Um ano após as enchentes que devastaram dezenas de cidades do Rio Grande do Sul em maio de 2024, o estado ainda enfrenta sérias dificuldades para retomar a normalidade. Com prejuízos estimados em mais de R$ 12 bilhões, segundo dados da Confederação Nacional de Municípios (CNM), a reconstrução segue em ritmo lento, especialmente nas áreas de infraestrutura e habitação.
As chuvas intensas do ano passado provocaram a maior tragédia ambiental da história recente do estado, afetando mais de 400 mil pessoas e deixando 115 mortos, de acordo com a Defesa Civil. Municípios como Muçum, Roca Sales, Lajeado e Encantado continuam entre os mais impactados, com bairros inteiros ainda em processo de remoção ou realocação.
No campo econômico, a agricultura — principal motor econômico da região — sofreu perdas severas. Levantamento da Emater/RS aponta que a produção de arroz, soja e milho caiu 23% em comparação à safra anterior. Pequenos produtores rurais foram os mais afetados e muitos ainda aguardam liberação de linhas de crédito especiais prometidas pelos governos estadual e federal.

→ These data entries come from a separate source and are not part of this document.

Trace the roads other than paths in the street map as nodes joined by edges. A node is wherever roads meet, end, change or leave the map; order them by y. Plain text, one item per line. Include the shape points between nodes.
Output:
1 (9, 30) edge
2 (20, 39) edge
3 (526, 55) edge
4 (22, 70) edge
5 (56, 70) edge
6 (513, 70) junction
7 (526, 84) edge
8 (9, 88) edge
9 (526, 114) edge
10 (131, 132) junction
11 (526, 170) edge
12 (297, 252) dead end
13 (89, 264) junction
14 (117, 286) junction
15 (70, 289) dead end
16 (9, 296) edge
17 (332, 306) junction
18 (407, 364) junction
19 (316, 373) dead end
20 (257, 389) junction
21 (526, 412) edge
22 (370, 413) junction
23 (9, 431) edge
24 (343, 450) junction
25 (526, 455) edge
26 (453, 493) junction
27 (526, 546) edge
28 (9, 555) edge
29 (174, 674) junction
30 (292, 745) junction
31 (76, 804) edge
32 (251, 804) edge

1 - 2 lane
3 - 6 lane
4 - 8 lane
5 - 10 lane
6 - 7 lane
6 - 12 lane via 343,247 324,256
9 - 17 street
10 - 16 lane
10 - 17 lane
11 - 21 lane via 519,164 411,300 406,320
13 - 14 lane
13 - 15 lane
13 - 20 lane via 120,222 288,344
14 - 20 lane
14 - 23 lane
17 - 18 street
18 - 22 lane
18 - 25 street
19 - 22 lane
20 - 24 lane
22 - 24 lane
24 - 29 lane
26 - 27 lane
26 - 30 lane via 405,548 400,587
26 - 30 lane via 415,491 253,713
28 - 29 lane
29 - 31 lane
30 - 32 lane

Apesar das dificuldades, iniciativas de reconstrução estão em andamento. O governo gaúcho, em parceria com o Ministério da Integração e Desenvolvimento Regional, liberou R$ 1,2 bilhão para obras emergenciais, como recuperação de pontes, estradas e construção de unidades habitacionais para desabrigados. No entanto, apenas 37% das obras previstas foram concluídas até abril de 2025, conforme relatório da Secretaria de Obras do Estado.
A população local, por sua vez, mostra resiliência. Organizações não governamentais e movimentos comunitários lideram projetos de apoio a famílias desalojadas e de revitalização de áreas públicas. “Estamos nos reerguendo, mas o processo é lento e exige paciência e solidariedade”, afirma Mara Costa, presidente da Associação de Moradores de Muçum.
Especialistas alertam para a necessidade de políticas públicas mais robustas de adaptação às mudanças climáticas. De acordo com o Instituto Nacional de Meteorologia (Inmet), eventos extremos como o registrado em 2024 tendem a se tornar mais frequentes no Sul do país. “A reconstrução deve ser pensada não apenas para reparar danos, mas para prevenir novas catástrofes”, destaca o climatologista Carlos Nobre.
Para os próximos anos, o governo estadual promete ampliar investimentos em sistemas de alerta, contenção de enchentes e modernização da infraestrutura urbana. Ainda assim, a superação completa dos efeitos da tragédia pode levar, segundo estimativas da Universidade Federal do Rio Grande do Sul (UFRGS), de cinco a dez anos.